- **SOURCE DATA**
=== Begin Enclosure ===

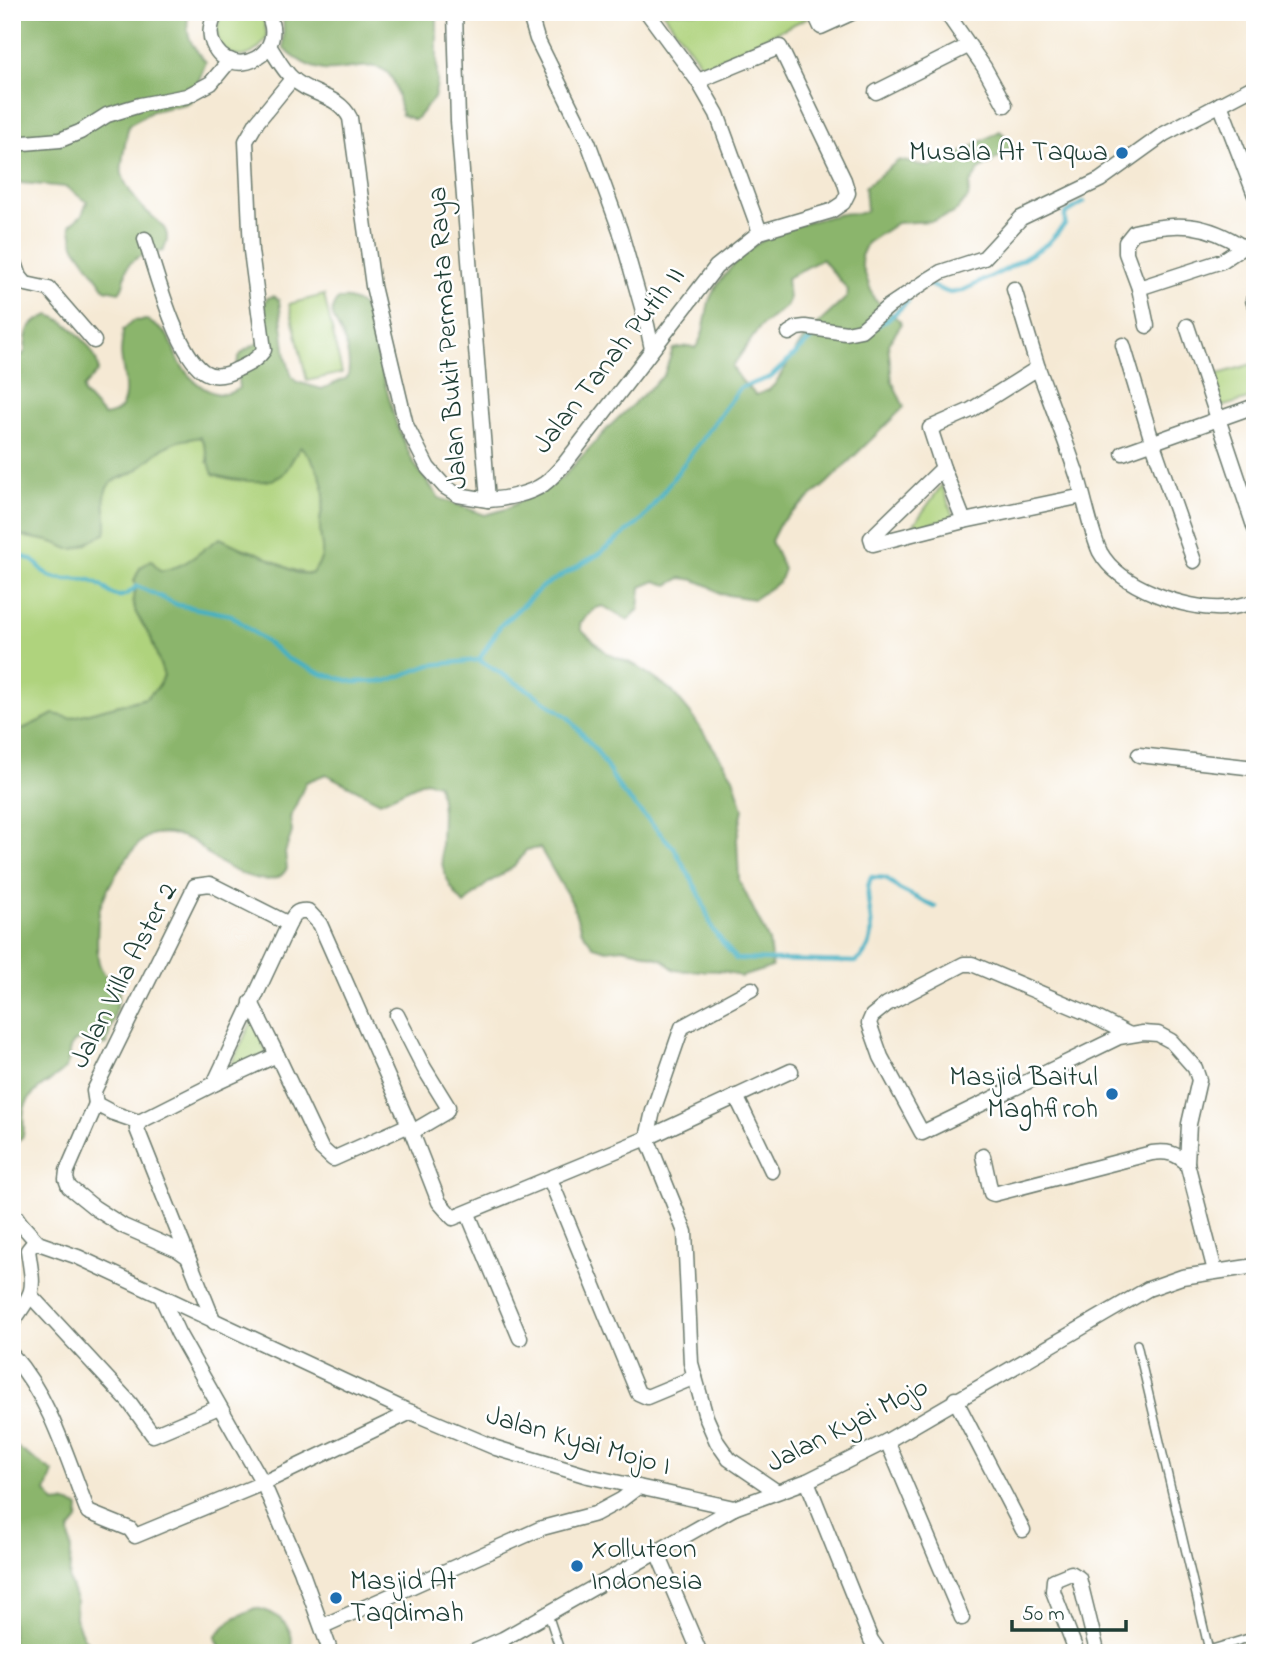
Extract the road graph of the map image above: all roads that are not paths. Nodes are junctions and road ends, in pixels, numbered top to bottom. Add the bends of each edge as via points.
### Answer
1 (217, 12) edge
2 (266, 12) edge
3 (456, 12) edge
4 (529, 12) edge
5 (647, 12) edge
6 (814, 12) edge
7 (854, 12) edge
8 (946, 12) edge
9 (269, 46) junction
10 (968, 46) junction
11 (230, 60) junction
12 (292, 79) junction
13 (698, 81) junction
14 (1255, 86) edge
15 (876, 92) dead end
16 (1220, 104) junction
17 (1005, 105) dead end
18 (12, 144) edge
19 (1255, 195) edge
20 (760, 232) junction
21 (145, 239) dead end
22 (1249, 247) edge
23 (12, 254) edge
24 (1139, 288) junction
25 (1014, 289) dead end
26 (1147, 326) dead end
27 (1187, 326) dead end
28 (789, 333) dead end
29 (94, 341) dead end
30 (1123, 345) dead end
31 (652, 349) junction
32 (1038, 368) junction
33 (1255, 406) edge
34 (1217, 418) junction
35 (1152, 442) junction
36 (1123, 453) dead end
37 (943, 468) junction
38 (1083, 496) junction
39 (488, 500) junction
40 (964, 522) junction
41 (1255, 528) edge
42 (1194, 561) dead end
43 (1255, 602) edge
44 (1139, 755) dead end
45 (1255, 768) edge
46 (289, 924) junction
47 (752, 989) dead end
48 (251, 1002) junction
49 (397, 1015) dead end
50 (1130, 1035) junction
51 (277, 1055) junction
52 (791, 1071) dead end
53 (214, 1084) junction
54 (736, 1096) junction
55 (96, 1104) junction
56 (139, 1122) junction
57 (411, 1128) junction
58 (647, 1138) junction
59 (983, 1156) dead end
60 (1187, 1163) junction
61 (772, 1171) dead end
62 (550, 1179) junction
63 (12, 1211) edge
64 (468, 1214) junction
65 (38, 1243) junction
66 (188, 1257) junction
67 (1255, 1266) edge
68 (1215, 1271) junction
69 (31, 1296) junction
70 (161, 1297) junction
71 (214, 1322) junction
72 (12, 1323) edge
73 (520, 1338) dead end
74 (1137, 1344) dead end
75 (12, 1355) edge
76 (695, 1377) junction
77 (956, 1399) junction
78 (219, 1407) junction
79 (411, 1412) junction
80 (887, 1441) junction
81 (807, 1481) junction
82 (263, 1483) junction
83 (638, 1487) junction
84 (776, 1491) junction
85 (734, 1508) junction
86 (1023, 1530) dead end
87 (657, 1552) junction
88 (548, 1614) junction
89 (962, 1618) dead end
90 (323, 1626) junction
91 (1255, 1636) edge
92 (505, 1646) edge
93 (1210, 1651) edge
94 (331, 1653) edge
95 (471, 1653) edge
96 (561, 1653) edge
97 (700, 1653) edge
98 (880, 1653) edge
99 (1077, 1653) edge
100 (1095, 1653) edge

1 - 11 street via 211,39
2 - 9 street via 273,29
3 - 39 street, Jalan Bukit Permata Raya via 458,121
4 - 31 street via 611,205
5 - 13 street
6 - 7 street via 821,27
8 - 10 street
9 - 11 street via 252,61
9 - 12 street, Jalan Bukit Permata Raya
10 - 15 street
10 - 17 street
11 - 18 street via 211,83 187,96 107,115 60,140
12 - 21 street via 246,141 251,251 264,350 257,358 220,376 197,365 175,325
12 - 39 street, Jalan Bukit Permata Raya via 337,102 350,118 373,286 406,425 428,468 445,487 458,495
13 - 20 street via 725,132
13 - 20 street via 779,47 844,180 848,192 843,203 831,211
14 - 16 street
16 - 19 street
16 - 28 street via 1164,134 1100,180 1021,218 984,258 941,272 861,330 846,334 805,327
20 - 31 street, Jalan Tanah Putih II via 707,276
22 - 24 street via 1222,261
22 - 24 street via 1184,225 1134,232 1126,242 1126,253
23 - 29 street via 26,284 49,289
24 - 26 street
25 - 32 street
27 - 34 street
30 - 35 street
31 - 39 street, Jalan Tanah Putih II via 565,463 544,483
32 - 37 street via 971,410 930,428
32 - 38 street
33 - 34 street
34 - 35 street
34 - 41 street
35 - 36 street
35 - 42 street
37 - 40 street
37 - 40 street via 871,541
38 - 40 street
38 - 43 street via 1101,552 1132,582 1173,602 1198,608
44 - 45 street
46 - 48 street
46 - 55 street, Jalan Villa Aster 2 via 210,884 195,886 94,1091
46 - 57 street via 294,914 308,911 320,924
47 - 58 street via 681,1027
48 - 51 street
48 - 53 street
49 - 57 street via 449,1107
50 - 50 street via 922,1133 881,1057 869,1023 887,1004 972,964
50 - 60 street via 1164,1037 1195,1068 1199,1080 1189,1124
51 - 53 street
51 - 57 street via 330,1158
52 - 54 street
53 - 56 street
54 - 58 street
54 - 61 street
55 - 56 street, Jalan Villa Aster 2
55 - 66 street, Jalan Villa Aster 2 via 67,1171 69,1187 123,1226
56 - 66 street via 136,1129
57 - 64 street via 442,1208 453,1218
58 - 62 street
58 - 76 street via 685,1233
59 - 60 street via 994,1195 1152,1153 1172,1152
60 - 68 street
62 - 64 street
62 - 76 street via 638,1393 647,1397
63 - 65 street
64 - 73 street
65 - 69 street via 28,1250
65 - 70 street, Jalan Kyai Mojo I
66 - 71 street
67 - 68 street, Jalan Kyai Mojo
68 - 77 street, Jalan Kyai Mojo via 1148,1289
69 - 72 street
69 - 78 street via 130,1403 153,1436
70 - 71 street, Jalan Kyai Mojo I
70 - 78 street
71 - 79 street, Jalan Kyai Mojo I
74 - 93 lane
75 - 82 street via 30,1375 88,1512 130,1529 135,1536
76 - 84 street via 706,1417 724,1454
77 - 80 street, Jalan Kyai Mojo
77 - 86 street
78 - 82 street
79 - 82 street
79 - 83 street, Jalan Kyai Mojo I via 496,1448
80 - 81 street, Jalan Kyai Mojo
80 - 89 street
81 - 84 street, Jalan Kyai Mojo
81 - 98 street
82 - 90 street
83 - 85 street, Jalan Kyai Mojo I
83 - 90 street via 595,1514 542,1528
84 - 85 street, Jalan Kyai Mojo
85 - 87 street, Jalan Kyai Mojo
87 - 88 street, Jalan Kyai Mojo
87 - 97 street
88 - 92 street, Jalan Kyai Mojo
88 - 96 lane
90 - 94 street
91 - 93 lane
92 - 95 street, Jalan Kyai Mojo
99 - 100 street via 1053,1591 1054,1580 1071,1573 1080,1578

=== End Enclosure ===

- **TRY IT**
Since the pictures are not wanted, transcribe only the rest of the material above, exactly as it stands.

- **EXERCISE RESPONSE**
Extract the road graph of the map image above: all roads that are not paths. Nodes are junctions and road ends, in pixels, numbered top to bottom. Add the bends of each edge as via points.
### Answer
1 (217, 12) edge
2 (266, 12) edge
3 (456, 12) edge
4 (529, 12) edge
5 (647, 12) edge
6 (814, 12) edge
7 (854, 12) edge
8 (946, 12) edge
9 (269, 46) junction
10 (968, 46) junction
11 (230, 60) junction
12 (292, 79) junction
13 (698, 81) junction
14 (1255, 86) edge
15 (876, 92) dead end
16 (1220, 104) junction
17 (1005, 105) dead end
18 (12, 144) edge
19 (1255, 195) edge
20 (760, 232) junction
21 (145, 239) dead end
22 (1249, 247) edge
23 (12, 254) edge
24 (1139, 288) junction
25 (1014, 289) dead end
26 (1147, 326) dead end
27 (1187, 326) dead end
28 (789, 333) dead end
29 (94, 341) dead end
30 (1123, 345) dead end
31 (652, 349) junction
32 (1038, 368) junction
33 (1255, 406) edge
34 (1217, 418) junction
35 (1152, 442) junction
36 (1123, 453) dead end
37 (943, 468) junction
38 (1083, 496) junction
39 (488, 500) junction
40 (964, 522) junction
41 (1255, 528) edge
42 (1194, 561) dead end
43 (1255, 602) edge
44 (1139, 755) dead end
45 (1255, 768) edge
46 (289, 924) junction
47 (752, 989) dead end
48 (251, 1002) junction
49 (397, 1015) dead end
50 (1130, 1035) junction
51 (277, 1055) junction
52 (791, 1071) dead end
53 (214, 1084) junction
54 (736, 1096) junction
55 (96, 1104) junction
56 (139, 1122) junction
57 (411, 1128) junction
58 (647, 1138) junction
59 (983, 1156) dead end
60 (1187, 1163) junction
61 (772, 1171) dead end
62 (550, 1179) junction
63 (12, 1211) edge
64 (468, 1214) junction
65 (38, 1243) junction
66 (188, 1257) junction
67 (1255, 1266) edge
68 (1215, 1271) junction
69 (31, 1296) junction
70 (161, 1297) junction
71 (214, 1322) junction
72 (12, 1323) edge
73 (520, 1338) dead end
74 (1137, 1344) dead end
75 (12, 1355) edge
76 (695, 1377) junction
77 (956, 1399) junction
78 (219, 1407) junction
79 (411, 1412) junction
80 (887, 1441) junction
81 (807, 1481) junction
82 (263, 1483) junction
83 (638, 1487) junction
84 (776, 1491) junction
85 (734, 1508) junction
86 (1023, 1530) dead end
87 (657, 1552) junction
88 (548, 1614) junction
89 (962, 1618) dead end
90 (323, 1626) junction
91 (1255, 1636) edge
92 (505, 1646) edge
93 (1210, 1651) edge
94 (331, 1653) edge
95 (471, 1653) edge
96 (561, 1653) edge
97 (700, 1653) edge
98 (880, 1653) edge
99 (1077, 1653) edge
100 (1095, 1653) edge

1 - 11 street via 211,39
2 - 9 street via 273,29
3 - 39 street, Jalan Bukit Permata Raya via 458,121
4 - 31 street via 611,205
5 - 13 street
6 - 7 street via 821,27
8 - 10 street
9 - 11 street via 252,61
9 - 12 street, Jalan Bukit Permata Raya
10 - 15 street
10 - 17 street
11 - 18 street via 211,83 187,96 107,115 60,140
12 - 21 street via 246,141 251,251 264,350 257,358 220,376 197,365 175,325
12 - 39 street, Jalan Bukit Permata Raya via 337,102 350,118 373,286 406,425 428,468 445,487 458,495
13 - 20 street via 725,132
13 - 20 street via 779,47 844,180 848,192 843,203 831,211
14 - 16 street
16 - 19 street
16 - 28 street via 1164,134 1100,180 1021,218 984,258 941,272 861,330 846,334 805,327
20 - 31 street, Jalan Tanah Putih II via 707,276
22 - 24 street via 1222,261
22 - 24 street via 1184,225 1134,232 1126,242 1126,253
23 - 29 street via 26,284 49,289
24 - 26 street
25 - 32 street
27 - 34 street
30 - 35 street
31 - 39 street, Jalan Tanah Putih II via 565,463 544,483
32 - 37 street via 971,410 930,428
32 - 38 street
33 - 34 street
34 - 35 street
34 - 41 street
35 - 36 street
35 - 42 street
37 - 40 street
37 - 40 street via 871,541
38 - 40 street
38 - 43 street via 1101,552 1132,582 1173,602 1198,608
44 - 45 street
46 - 48 street
46 - 55 street, Jalan Villa Aster 2 via 210,884 195,886 94,1091
46 - 57 street via 294,914 308,911 320,924
47 - 58 street via 681,1027
48 - 51 street
48 - 53 street
49 - 57 street via 449,1107
50 - 50 street via 922,1133 881,1057 869,1023 887,1004 972,964
50 - 60 street via 1164,1037 1195,1068 1199,1080 1189,1124
51 - 53 street
51 - 57 street via 330,1158
52 - 54 street
53 - 56 street
54 - 58 street
54 - 61 street
55 - 56 street, Jalan Villa Aster 2
55 - 66 street, Jalan Villa Aster 2 via 67,1171 69,1187 123,1226
56 - 66 street via 136,1129
57 - 64 street via 442,1208 453,1218
58 - 62 street
58 - 76 street via 685,1233
59 - 60 street via 994,1195 1152,1153 1172,1152
60 - 68 street
62 - 64 street
62 - 76 street via 638,1393 647,1397
63 - 65 street
64 - 73 street
65 - 69 street via 28,1250
65 - 70 street, Jalan Kyai Mojo I
66 - 71 street
67 - 68 street, Jalan Kyai Mojo
68 - 77 street, Jalan Kyai Mojo via 1148,1289
69 - 72 street
69 - 78 street via 130,1403 153,1436
70 - 71 street, Jalan Kyai Mojo I
70 - 78 street
71 - 79 street, Jalan Kyai Mojo I
74 - 93 lane
75 - 82 street via 30,1375 88,1512 130,1529 135,1536
76 - 84 street via 706,1417 724,1454
77 - 80 street, Jalan Kyai Mojo
77 - 86 street
78 - 82 street
79 - 82 street
79 - 83 street, Jalan Kyai Mojo I via 496,1448
80 - 81 street, Jalan Kyai Mojo
80 - 89 street
81 - 84 street, Jalan Kyai Mojo
81 - 98 street
82 - 90 street
83 - 85 street, Jalan Kyai Mojo I
83 - 90 street via 595,1514 542,1528
84 - 85 street, Jalan Kyai Mojo
85 - 87 street, Jalan Kyai Mojo
87 - 88 street, Jalan Kyai Mojo
87 - 97 street
88 - 92 street, Jalan Kyai Mojo
88 - 96 lane
90 - 94 street
91 - 93 lane
92 - 95 street, Jalan Kyai Mojo
99 - 100 street via 1053,1591 1054,1580 1071,1573 1080,1578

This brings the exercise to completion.